The Mudcat Café TM
Thread #135626   Message #3096047
Posted By: Artful Codger
15-Feb-11 - 06:51 PM
Thread Name: Tech: Non-ASCII character display problems
Subject: RE: Tech: Non-ASCII character display problems
It doesn't matter what format is used for transport--as long as the target encoding (affecting the web page entry area) is UTF-x, the user input will be received and handled unambiguously. The browser and OS take care of that; neither the user nor Mudcat need be concerned.

The web pages are not stored, they are constructed from constituent information. So the page encoding should be that which makes things easiest from the Mudcat scripting side. Yes, UTF-16 may mean that the pages sent (for display) are nearly twice the size (though probably not, if the transport is always UTF-8), and that may mean that UTF-8 is preferrable, although increasing the burden on the Mudcat input handling.
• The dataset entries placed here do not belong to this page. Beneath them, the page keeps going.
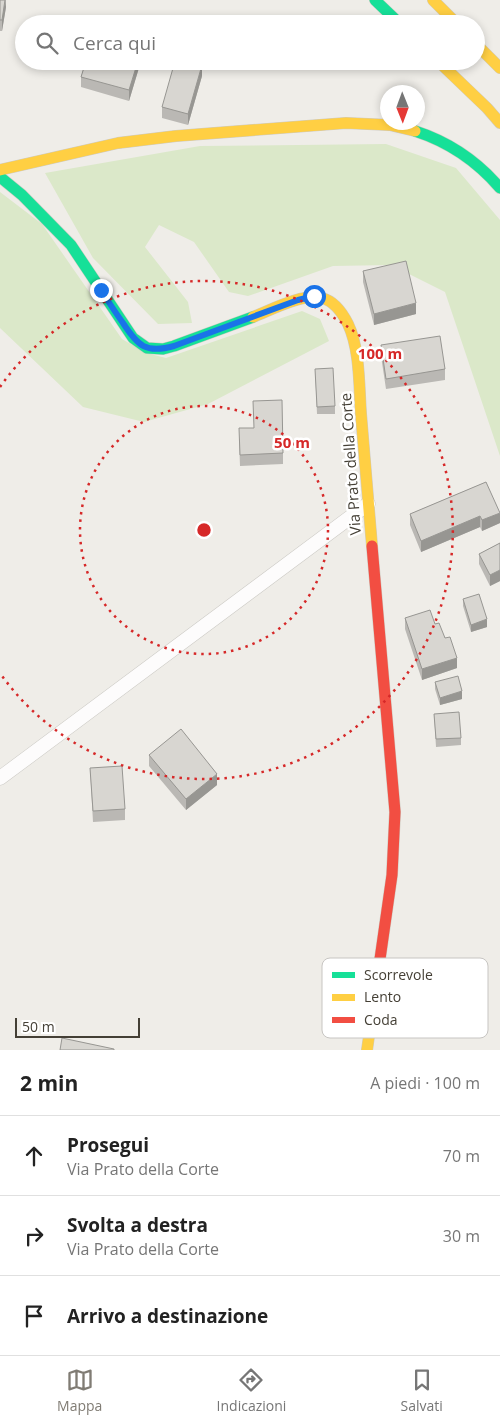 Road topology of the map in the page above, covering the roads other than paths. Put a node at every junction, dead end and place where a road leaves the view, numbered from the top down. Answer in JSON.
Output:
{"nodes":[{"id":1,"x":375,"y":0,"type":"edge"},
{"id":2,"x":433,"y":0,"type":"edge"},
{"id":3,"x":391,"y":15,"type":"edge"},
{"id":4,"x":448,"y":15,"type":"edge"},
{"id":5,"x":485,"y":53,"type":"edge"},
{"id":6,"x":500,"y":68,"type":"edge"},
{"id":7,"x":447,"y":70,"type":"edge"},
{"id":8,"x":500,"y":123,"type":"edge"},
{"id":9,"x":0,"y":170,"type":"edge"},
{"id":10,"x":0,"y":177,"type":"edge"},
{"id":11,"x":500,"y":188,"type":"edge"},
{"id":12,"x":368,"y":504,"type":"junction"},
{"id":13,"x":0,"y":778,"type":"edge"},
{"id":14,"x":380,"y":958,"type":"edge"}],
"edges":[{"from":1,"to":3,"type":"main road"},
{"from":2,"to":4,"type":"main road"},
{"from":5,"to":6,"type":"main road"},
{"from":7,"to":8,"type":"main road"},
{"from":9,"to":11,"type":"main road"},
{"from":10,"to":12,"type":"main road","name":"Via Prato della Corte"},
{"from":12,"to":13,"type":"street"},
{"from":12,"to":14,"type":"main road","name":"Via Prato della Corte"}]} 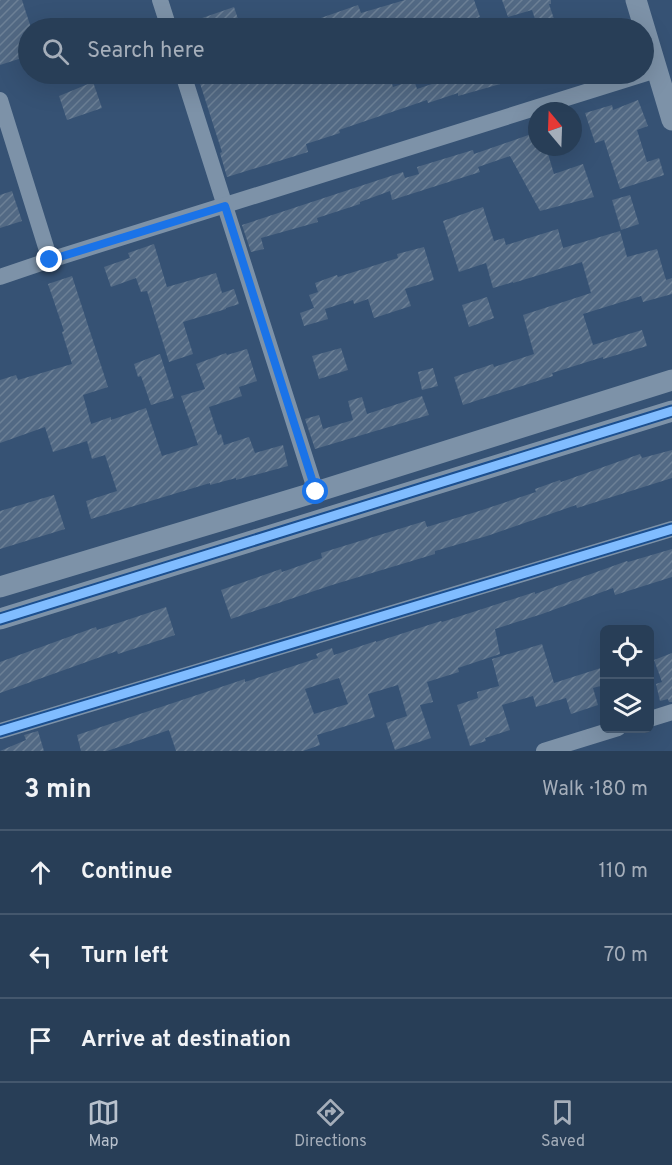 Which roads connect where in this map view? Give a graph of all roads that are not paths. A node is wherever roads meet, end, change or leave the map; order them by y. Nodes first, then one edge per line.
1 (160, 0) edge
2 (636, 0) edge
3 (166, 18) edge
4 (641, 18) edge
5 (654, 60) edge
6 (657, 70) junction
7 (654, 71) edge
8 (186, 84) edge
9 (613, 84) edge
10 (0, 100) edge
11 (672, 120) edge
12 (225, 206) junction
13 (50, 260) junction
14 (0, 277) edge
15 (672, 380) edge
16 (672, 411) edge
17 (316, 492) junction
18 (672, 529) edge
19 (0, 587) edge
20 (0, 619) edge
21 (672, 712) edge
22 (654, 718) edge
23 (0, 731) edge
24 (605, 733) edge
25 (544, 751) edge

1 - 3 street
2 - 4 street
5 - 6 street
6 - 7 street
6 - 11 street
8 - 12 street
9 - 12 street
10 - 13 street
12 - 13 street
12 - 17 street
13 - 14 street
15 - 17 street
16 - 20 street
17 - 19 street
18 - 23 street
21 - 22 street
24 - 25 street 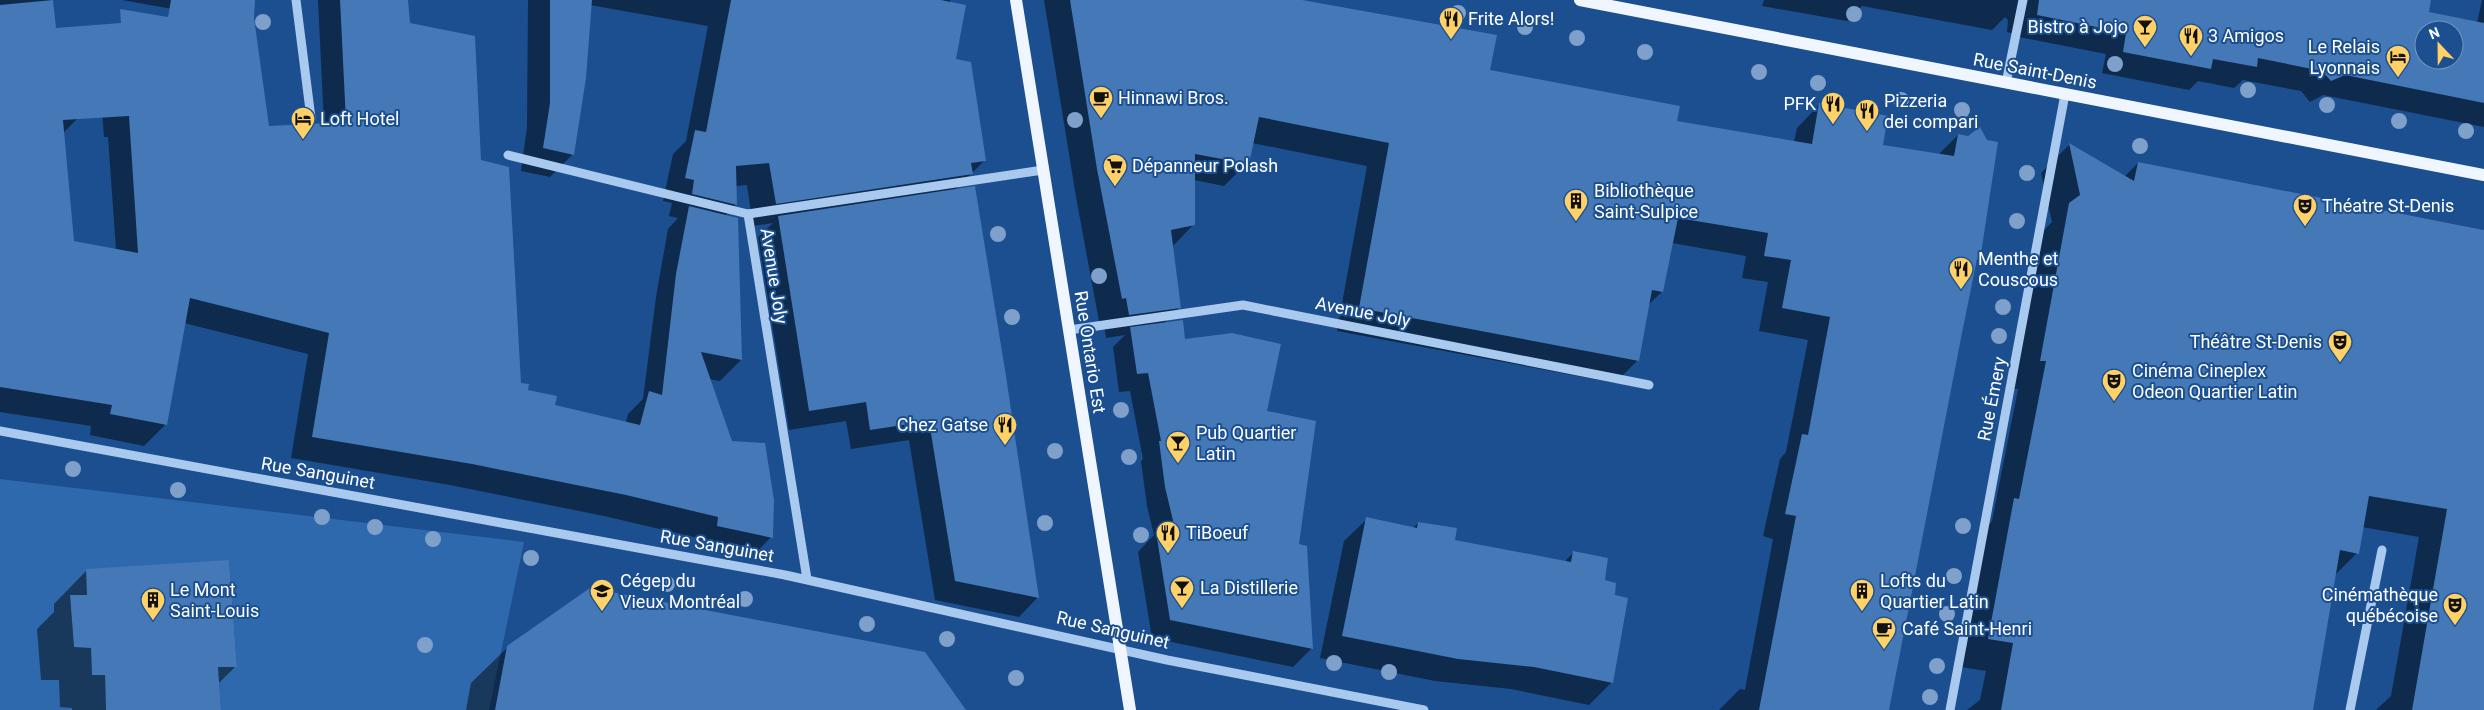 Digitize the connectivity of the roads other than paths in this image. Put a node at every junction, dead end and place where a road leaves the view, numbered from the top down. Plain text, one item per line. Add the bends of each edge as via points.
1 (296, 0) edge
2 (1016, 0) edge
3 (1580, 0) edge
4 (2022, 0) edge
5 (2006, 82) junction
6 (2065, 94) junction
7 (311, 118) dead end
8 (508, 156) dead end
9 (1043, 170) junction
10 (2484, 175) edge
11 (748, 214) junction
12 (1069, 330) junction
13 (1649, 385) dead end
14 (0, 431) edge
15 (2382, 550) dead end
16 (806, 579) junction
17 (1121, 650) junction
18 (1130, 710) edge
19 (1424, 710) edge
20 (1950, 710) edge
21 (2350, 710) edge

1 - 7 street
2 - 9 main road, Rue Ontario Est
3 - 5 main road, Rue Saint-Denis
4 - 5 street
5 - 6 main road, Rue Saint-Denis
6 - 10 main road, Rue Saint-Denis
6 - 20 street, Rue Émery
8 - 11 street
9 - 11 street, Avenue Joly
9 - 12 main road, Rue Ontario Est
11 - 16 street, Avenue Joly
12 - 13 street, Avenue Joly via 1243,305
12 - 17 main road, Rue Ontario Est
14 - 16 street, Rue Sanguinet
15 - 21 street
16 - 17 street, Rue Sanguinet
17 - 18 main road, Rue Ontario Est
17 - 19 street, Rue Sanguinet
Escaping is only encouraged presently because failing to do so results in inconsistent display. If the encoding is changed to UTF, there is no longer any need for users to escape text (except for &, < and >).

Can the HTML tag dictate whether a new tab, rather than a new window, is opened? I greatly prefer tabs, but since many pop-ups make no sense as tabs (and may resize the viewing window(!)), I must leave my default browser setting to open windows. Managing separate windows, however is a pain, so I'm strongly opposed to forcing a new tab/window to be opened for input. It also adds to management problems when one is simultaneously researching and composing a response; I have enough tabs and windows to manage as it is!

Changing emulation could be streamlined by popping up a "change encoding" tab/window, like the one you're proposing for input. Then the entire thread would not have to be redisplayed, and the display of other messages would not be affected. Selecting a new encoding directly from the window would be much simpler and more efficient timewise (even with the round-trip to the server) than having to find the encoding using the browser's interface—most users don't even know how to do this! And the setting I proposed to "fix" the encoding (i.e., apply that encoding for other users thereafter) could be incorporated into that interface. Then, only one user has to go through the pain of finding the right encoding for a message. Since ISO-Latin-1 would be assumed as the emulation default, most legacy messages would display properly from the start (as they do now, to most users), even if they were improperly encoded. Without emulation, these messages would appear blotto in a page with UTF-8 encoding specified. Leaving the display pages with no encoding specified is to mire them in the obsolescent past. The sooner legacy messages are updated to Unicode, the better for Mudcat's future.